Two teenage sisters at the center of a bitter custody dispute who had been missing for more than two years were found this week, and will now be reunited with their father, who has full custody of the girls.
Gianna and Samantha Rucki, ages 16 and 17 (pictured above), were found by police at a Minnesota horse ranch on Wednesday after not being seen in public since April 2013, according to ABC 10. They were found when the Lakeville Police Department, along with U.S. Marshals and the Grant County Sheriff’s Department, executed a search warrant at the property, near the town of Herman.
The teens “were found safe and in seemingly good health at the residence where the search warrant was executed,” according to a Lakeville Police Department news release. They ran away from home amidst the custody dispute, though Lakeville police have accused the girls’ mother, Sandra Grazzini-Rucki, of helping them get away from their father, David Rucki, according to the Star Tribune. They had accused their father of abusing them, though a psychologist concluded that their mother had brainwashed the children. Rucki was awarded full custody of his daughters in November 2013.
The mom was arrested in Florida last month for her alleged involvement in the girls’ disappearance, and remains in county jail in Minnesota. Police suspected that the sisters were being hidden by an underground network of the Protective Parent movement, which tries to prevent family courts from awarding custody to abusive parents, the newspaper reports.
Now, according to a press release from the police, “The sisters will return to Dakota County, where the unification process can begin. Both the Dakota County Attorney’s Office and the Lakeville Police Department ask for respect and privacy of the Rucki family during the reunification period.”
The impending reunion, to outsiders at least, may seem like reason to celebrate. But even putting claims of abuse aside, reunification between a parent and children after time apart — either because of an abduction by the other parent or, in this case, because of running away — can be fraught with complications.
“Everyone is celebrating and cheering, but when you close that door as a family you have to assemble anew,” Dr. Geoffrey Greif, a University of Maryland professor of social work tells Yahoo Parenting. Greif, coauthor of When Parents Kidnap, coined the phrase “ambiguous reunification” — an extension of the idea of “ambiguous loss,” used in cases of loss, such as a missing child, that have no closure — to describe the complexities of families reuniting after a kidnapping and long stretch away.
“It comes from the idea that the loss doesn’t necessarily stop when you meet with your missing child,” he explains. “The expectation is that you should know each other, and that everything will be great. But you have to take a step back and realize that a lot has occurred, and that it may take a while to accept that something has been lost, and that you’ll have to get to know each other again.”

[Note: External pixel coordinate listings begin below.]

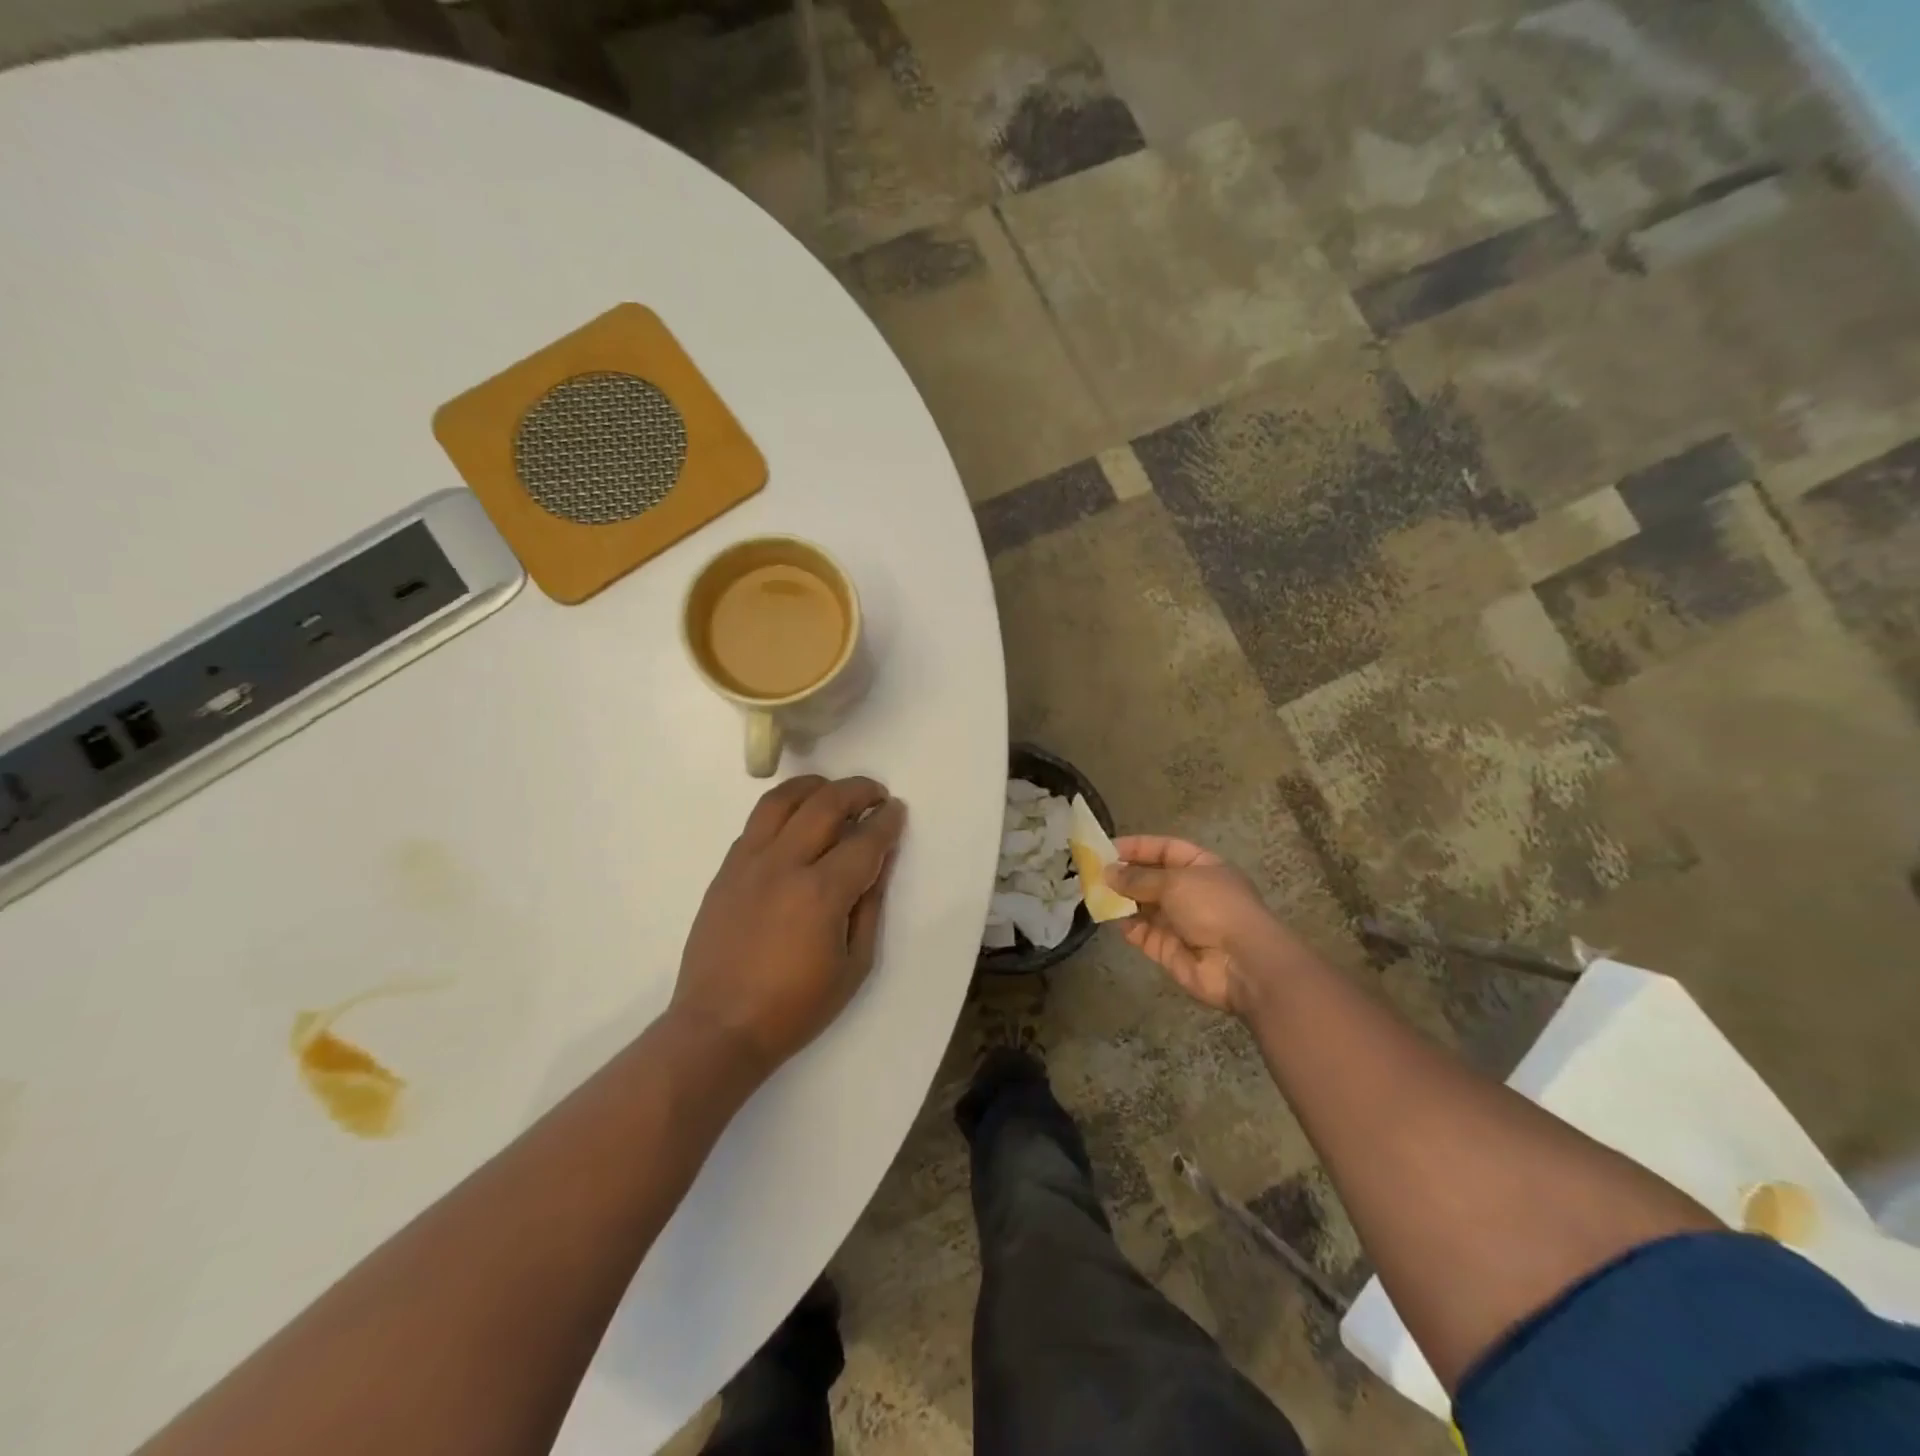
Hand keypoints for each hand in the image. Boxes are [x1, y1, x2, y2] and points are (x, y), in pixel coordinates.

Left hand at [672, 776, 905, 1080]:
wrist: (719, 1027)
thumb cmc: (795, 1006)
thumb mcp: (854, 965)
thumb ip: (869, 905)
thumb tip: (881, 861)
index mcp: (821, 892)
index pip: (864, 840)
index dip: (887, 821)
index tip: (897, 810)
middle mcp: (784, 864)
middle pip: (825, 804)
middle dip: (858, 791)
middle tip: (875, 795)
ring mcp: (748, 863)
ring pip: (782, 800)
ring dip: (814, 786)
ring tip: (833, 791)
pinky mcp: (725, 871)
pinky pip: (756, 823)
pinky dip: (783, 810)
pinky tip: (795, 821)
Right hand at [1106, 835, 1299, 1015]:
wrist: (1242, 964)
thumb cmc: (1213, 908)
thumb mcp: (1175, 882)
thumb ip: (1138, 878)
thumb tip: (1108, 872)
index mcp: (1202, 867)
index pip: (1165, 849)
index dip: (1137, 846)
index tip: (1107, 848)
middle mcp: (1192, 893)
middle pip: (1152, 879)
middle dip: (1125, 875)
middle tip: (1092, 872)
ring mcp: (1182, 923)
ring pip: (1145, 907)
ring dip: (1122, 900)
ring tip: (1094, 893)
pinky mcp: (1170, 950)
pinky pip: (1144, 934)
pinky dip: (1127, 926)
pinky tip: (1109, 917)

The inherent nature of both parent and child will affect how smoothly a reunion goes, however. “In general, what’s happening is that when you have your child taken away and then returned, you expect to have them back the same way as when you last saw them,” Greif says. “The fantasy and hope is that they haven’t changed.” And not only will there be changes in the children — especially at the ages of the Rucki girls, who will have gone through normal developmental shifts in addition to being affected by their extraordinary circumstances — but changes in the left-behind parent too. “Perhaps they’ve moved, or started a new relationship,” he says. “So it’s like two orbs spinning in different directions, which can make it difficult for them to connect.”
Greif’s advice for both parents and children being brought together after a traumatic stretch apart, he says, is to “try and do it at your own pace,” and not allow the reunification to be driven by the media or anyone else around you. “Everybody has to step back, mourn the loss of those years they haven’t been together,” he says, “and accept the fact that there may be a new person standing in front of you.”